Heute ist der letzte Tag der "Game Developers Conference" in San Francisco, an der das famose "Indie Games Festival" gekoppelt ist. Dort reichen unabhängige Spieleentwickler-Teams ihre Werke ein. Anschließend werden Nominierungen vergeben und in zwei Kategorien Gewinner gekürt. Die heißen heuer "Gish" und "Wik and the Fable of Souls", zwei charmante Geschicklichkeitsspiele mit hübscher Grafik, feinen Ideen und guter Wiederspielbarkeit.
Der Indiegamer
Anlässlich dieser Auszeichnungen wollen wir mal den Blick von der Industrie hin zum dazugehörigen Spielertyp machen.
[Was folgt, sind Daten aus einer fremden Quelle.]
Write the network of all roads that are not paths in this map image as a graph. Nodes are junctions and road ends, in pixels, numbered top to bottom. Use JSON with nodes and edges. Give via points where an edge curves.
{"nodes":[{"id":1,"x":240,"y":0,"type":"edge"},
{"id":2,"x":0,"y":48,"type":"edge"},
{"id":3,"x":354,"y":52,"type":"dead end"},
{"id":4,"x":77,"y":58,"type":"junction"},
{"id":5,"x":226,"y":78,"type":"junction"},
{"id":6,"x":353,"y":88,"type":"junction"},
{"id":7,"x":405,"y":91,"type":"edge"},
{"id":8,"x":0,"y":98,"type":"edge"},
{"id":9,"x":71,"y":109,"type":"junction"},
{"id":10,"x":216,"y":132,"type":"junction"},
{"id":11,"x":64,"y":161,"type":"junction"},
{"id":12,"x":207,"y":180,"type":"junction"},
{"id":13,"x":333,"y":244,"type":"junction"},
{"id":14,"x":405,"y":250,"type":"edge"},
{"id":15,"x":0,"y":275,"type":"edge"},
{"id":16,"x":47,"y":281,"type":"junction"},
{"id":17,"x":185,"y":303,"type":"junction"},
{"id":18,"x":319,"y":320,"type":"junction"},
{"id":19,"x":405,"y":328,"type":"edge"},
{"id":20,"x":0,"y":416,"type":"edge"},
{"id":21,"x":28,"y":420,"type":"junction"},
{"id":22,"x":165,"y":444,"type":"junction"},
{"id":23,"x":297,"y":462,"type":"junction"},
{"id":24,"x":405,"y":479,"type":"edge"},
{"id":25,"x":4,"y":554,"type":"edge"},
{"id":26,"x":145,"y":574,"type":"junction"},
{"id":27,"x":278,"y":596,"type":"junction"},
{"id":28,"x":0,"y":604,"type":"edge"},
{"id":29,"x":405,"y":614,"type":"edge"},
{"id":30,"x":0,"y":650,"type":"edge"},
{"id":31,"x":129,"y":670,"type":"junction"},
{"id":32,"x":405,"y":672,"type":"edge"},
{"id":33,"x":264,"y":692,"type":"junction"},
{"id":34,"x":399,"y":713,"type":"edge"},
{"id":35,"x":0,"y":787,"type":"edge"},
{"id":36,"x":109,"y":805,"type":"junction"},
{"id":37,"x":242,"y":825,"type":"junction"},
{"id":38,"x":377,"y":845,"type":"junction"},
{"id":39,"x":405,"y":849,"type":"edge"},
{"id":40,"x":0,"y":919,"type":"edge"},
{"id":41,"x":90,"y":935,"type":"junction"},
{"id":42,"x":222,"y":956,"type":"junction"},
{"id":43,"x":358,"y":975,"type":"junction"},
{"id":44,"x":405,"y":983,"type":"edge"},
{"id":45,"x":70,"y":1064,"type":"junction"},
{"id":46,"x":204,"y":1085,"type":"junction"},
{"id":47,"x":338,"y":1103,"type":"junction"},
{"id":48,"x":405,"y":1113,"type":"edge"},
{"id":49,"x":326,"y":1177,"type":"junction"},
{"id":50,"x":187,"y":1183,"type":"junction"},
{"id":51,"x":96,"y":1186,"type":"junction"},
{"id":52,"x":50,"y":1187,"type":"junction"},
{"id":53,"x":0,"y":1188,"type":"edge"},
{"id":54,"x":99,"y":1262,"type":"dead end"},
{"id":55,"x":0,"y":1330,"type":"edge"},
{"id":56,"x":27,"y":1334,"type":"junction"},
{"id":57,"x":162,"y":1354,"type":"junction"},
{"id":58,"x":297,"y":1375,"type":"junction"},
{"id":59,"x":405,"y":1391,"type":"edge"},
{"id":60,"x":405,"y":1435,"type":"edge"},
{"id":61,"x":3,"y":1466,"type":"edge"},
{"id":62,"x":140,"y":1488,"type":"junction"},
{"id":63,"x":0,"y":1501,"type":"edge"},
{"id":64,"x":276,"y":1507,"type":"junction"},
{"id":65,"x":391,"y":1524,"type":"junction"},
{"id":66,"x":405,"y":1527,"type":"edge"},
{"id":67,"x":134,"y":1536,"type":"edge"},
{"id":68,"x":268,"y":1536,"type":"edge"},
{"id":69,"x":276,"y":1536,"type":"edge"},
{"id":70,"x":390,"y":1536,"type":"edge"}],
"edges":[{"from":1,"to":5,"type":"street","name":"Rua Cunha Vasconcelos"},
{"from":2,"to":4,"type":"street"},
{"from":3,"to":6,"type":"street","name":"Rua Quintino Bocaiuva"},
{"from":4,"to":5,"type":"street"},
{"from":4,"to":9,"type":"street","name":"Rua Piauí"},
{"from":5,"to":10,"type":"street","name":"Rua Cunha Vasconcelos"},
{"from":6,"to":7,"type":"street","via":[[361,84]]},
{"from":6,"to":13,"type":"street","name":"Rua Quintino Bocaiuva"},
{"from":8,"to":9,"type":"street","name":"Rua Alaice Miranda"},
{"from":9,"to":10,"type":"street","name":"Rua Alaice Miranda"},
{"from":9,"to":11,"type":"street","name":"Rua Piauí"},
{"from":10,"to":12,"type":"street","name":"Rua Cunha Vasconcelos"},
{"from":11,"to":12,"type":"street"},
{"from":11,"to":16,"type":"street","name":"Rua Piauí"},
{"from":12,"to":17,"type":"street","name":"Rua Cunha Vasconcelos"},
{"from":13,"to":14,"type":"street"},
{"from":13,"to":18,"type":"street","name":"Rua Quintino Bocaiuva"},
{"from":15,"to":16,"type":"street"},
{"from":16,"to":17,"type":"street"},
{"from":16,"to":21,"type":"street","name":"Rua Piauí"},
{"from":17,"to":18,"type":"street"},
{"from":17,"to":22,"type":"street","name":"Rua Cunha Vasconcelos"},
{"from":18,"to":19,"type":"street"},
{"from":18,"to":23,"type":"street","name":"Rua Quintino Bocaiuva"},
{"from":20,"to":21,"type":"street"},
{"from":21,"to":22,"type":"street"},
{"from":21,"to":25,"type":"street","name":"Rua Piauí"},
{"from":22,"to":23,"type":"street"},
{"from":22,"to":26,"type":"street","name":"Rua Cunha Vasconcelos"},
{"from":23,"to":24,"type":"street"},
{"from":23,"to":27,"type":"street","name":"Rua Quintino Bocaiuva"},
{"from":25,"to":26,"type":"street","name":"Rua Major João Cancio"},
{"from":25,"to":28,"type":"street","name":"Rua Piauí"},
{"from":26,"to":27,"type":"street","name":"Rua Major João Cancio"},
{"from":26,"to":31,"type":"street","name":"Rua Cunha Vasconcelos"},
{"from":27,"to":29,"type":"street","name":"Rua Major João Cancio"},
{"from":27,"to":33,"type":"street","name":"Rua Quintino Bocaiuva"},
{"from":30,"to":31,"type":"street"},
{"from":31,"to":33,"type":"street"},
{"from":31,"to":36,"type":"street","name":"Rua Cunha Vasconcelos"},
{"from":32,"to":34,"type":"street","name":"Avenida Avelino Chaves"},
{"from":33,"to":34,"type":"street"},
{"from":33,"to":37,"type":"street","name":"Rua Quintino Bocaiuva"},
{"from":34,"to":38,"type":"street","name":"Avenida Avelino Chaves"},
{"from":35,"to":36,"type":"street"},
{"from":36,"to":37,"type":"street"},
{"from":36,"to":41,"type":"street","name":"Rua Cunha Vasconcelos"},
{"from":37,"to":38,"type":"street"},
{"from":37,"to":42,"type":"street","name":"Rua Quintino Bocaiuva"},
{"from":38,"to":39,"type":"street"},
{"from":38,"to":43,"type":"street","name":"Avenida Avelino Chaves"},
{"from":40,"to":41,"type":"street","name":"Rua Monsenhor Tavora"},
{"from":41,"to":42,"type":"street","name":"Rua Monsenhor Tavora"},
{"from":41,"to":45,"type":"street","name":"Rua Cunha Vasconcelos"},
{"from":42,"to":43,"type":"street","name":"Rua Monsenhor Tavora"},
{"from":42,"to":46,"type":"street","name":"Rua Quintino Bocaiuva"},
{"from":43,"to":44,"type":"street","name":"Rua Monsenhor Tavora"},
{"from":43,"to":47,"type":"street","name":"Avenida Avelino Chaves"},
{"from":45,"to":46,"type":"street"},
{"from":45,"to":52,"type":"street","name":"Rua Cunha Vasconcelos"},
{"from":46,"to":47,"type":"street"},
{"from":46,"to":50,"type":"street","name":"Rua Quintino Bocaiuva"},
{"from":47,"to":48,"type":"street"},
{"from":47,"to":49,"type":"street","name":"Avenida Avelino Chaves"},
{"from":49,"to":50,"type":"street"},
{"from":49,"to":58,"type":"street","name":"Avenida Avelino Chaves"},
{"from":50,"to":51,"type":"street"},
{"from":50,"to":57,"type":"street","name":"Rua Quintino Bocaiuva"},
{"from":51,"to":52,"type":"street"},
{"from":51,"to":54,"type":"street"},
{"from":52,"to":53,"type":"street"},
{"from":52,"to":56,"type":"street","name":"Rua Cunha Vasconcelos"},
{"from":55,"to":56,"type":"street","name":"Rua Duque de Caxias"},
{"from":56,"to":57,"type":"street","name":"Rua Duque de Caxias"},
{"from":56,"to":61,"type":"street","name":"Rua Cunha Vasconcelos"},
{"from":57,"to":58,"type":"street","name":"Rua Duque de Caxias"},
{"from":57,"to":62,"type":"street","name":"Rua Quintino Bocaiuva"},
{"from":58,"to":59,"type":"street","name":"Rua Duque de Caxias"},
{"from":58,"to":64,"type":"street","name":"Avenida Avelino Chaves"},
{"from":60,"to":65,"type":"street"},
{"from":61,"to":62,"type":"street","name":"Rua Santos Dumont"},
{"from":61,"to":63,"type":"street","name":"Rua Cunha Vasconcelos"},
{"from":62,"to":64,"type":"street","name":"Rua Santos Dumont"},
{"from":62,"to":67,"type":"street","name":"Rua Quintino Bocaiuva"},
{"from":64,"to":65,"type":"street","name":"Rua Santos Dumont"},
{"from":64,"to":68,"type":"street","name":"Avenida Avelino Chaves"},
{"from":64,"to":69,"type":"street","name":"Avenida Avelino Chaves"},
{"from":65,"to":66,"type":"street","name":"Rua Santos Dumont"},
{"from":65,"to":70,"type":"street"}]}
Denn wenn es Indiegames gibt, gibt es auch dazugehörige Indiegamer.
Wie beim Hören von Musik oder dem Ansehen von Filmen kann man auch beim Spielen von Computer- und Videospielen zwei Hauptgruppen unterscheiden: Für die einen ist es eine unkomplizierte Freizeitbeschäftigung nebenbei, für die anderen ein wichtiger, identitätsstiftender Teil des Alltags, in den sie sich oft und gerne eingraben. Und je mehr das passiert, desto mehr Auswahl und Abgrenzung findet statt, werden Nuancen von "gut" und "böse" ausgelotet, manche Dinge in den Himmel gelobt, andere mit verächtlichen Blick abgelehnt. Das Wesen des Indiegamers erzählt Geschichten von bewusster und unbewusster Distinktion sowie vielen Ikonen und Feindbildern.
Große Games-Konzerne, die viele und vor allem massenkompatible Spiele auf den Markt werfen, sind nicht der Freund des Indiegamers. Die Firma Electronic Arts ist hier in der Regel das Feindbild Nummer Eins.
Mögen sollte man hingegen von unabhängigen Teams entwickelte Spiele mit innovativen Konzepten, wenig Budget und dem Verzicht auf Ausreizen aktueller Technik. Je mehr Spiele im Verborgenen man kennt, desto leichter gestaltet sich im Fachkreis die obligate Frage: "Hast du schon das Demo von soundso gespielt"?
2) "Meine Lieblingsspiele? Rez und ICO!"
Wer für individuelle Spiele schwärmt, muss beide Titel zumindestens angespielt haben. Vor allem in einschlägigen Mailinglisten kann man seine Credibility stark steigern, wenn man (auch wenn es vielleicht auf den ersten Blick gar nicht passt) ab und zu Sätze wie "ICO hat kein Level-Design, das ist Architektur!" oder "Die abstrakte Immersion von Rez sucht nach wie vor ihresgleichen." fallen lässt.
3) "Wo sind die klassischen Point'n'Click Adventures hinverschwunden?"
Indiegamer sind so gut wie immer auch Spiele-Historiker und meistens auch nostalgisch veranlagt. Früher waren viele Game-Genres eben doch spritziger und einfallsreicher. Und vor allem ging's da noch um's Spiel und nicht nur um Technik-Schnickschnack!
Der größte Rückschlag für den Alternativ-Spieler ist allerdings die Tatsache, dass das 2D-Point'n'Click Adventure tot ist und nur durch die Fan-Community am Leben erhalten wird (die von gutem Storytelling leider meist nicht so viel Ahnung hat wie die Macher der alten kommerziellen Adventures).
4) "Meine EDGE ist mir heilig!"
Die Bibel aller Indiegamer nennt sich EDGE. Die EDGE ist ein britisches Fachmagazin für Spielkultur, dass selbst für Insider und Nerds nach komplettem Durchlesen jeder Ausgabe keine Fragen mehr offen lässt. Bis das aber soweit ist, am besten immer in der Tasche tragen und hier und da mal die eine oder andere Review oder Kolumne lesen.
5) "Asien ist spitze!"
Asien und im Speziellen Japan ist bekanntermaßen das Mekka der Gaming-Kultur, was dazu führt, dass Spielgeräte und -software dort wesentlich früher oder überhaupt exklusiv erscheint. Da hilft nur die Anschaffung einer Importkonsole und der Online-Shop des Vertrauens.
Damit sich Zoll und Einfuhrumsatzsteuer dann auch bezahlt machen, kann man an die Bestellung ja noch ein rares Zelda-Plastikfigürchen, einen N64-Schlüsselanhänger oder einen Gamepark-Mug dranhängen.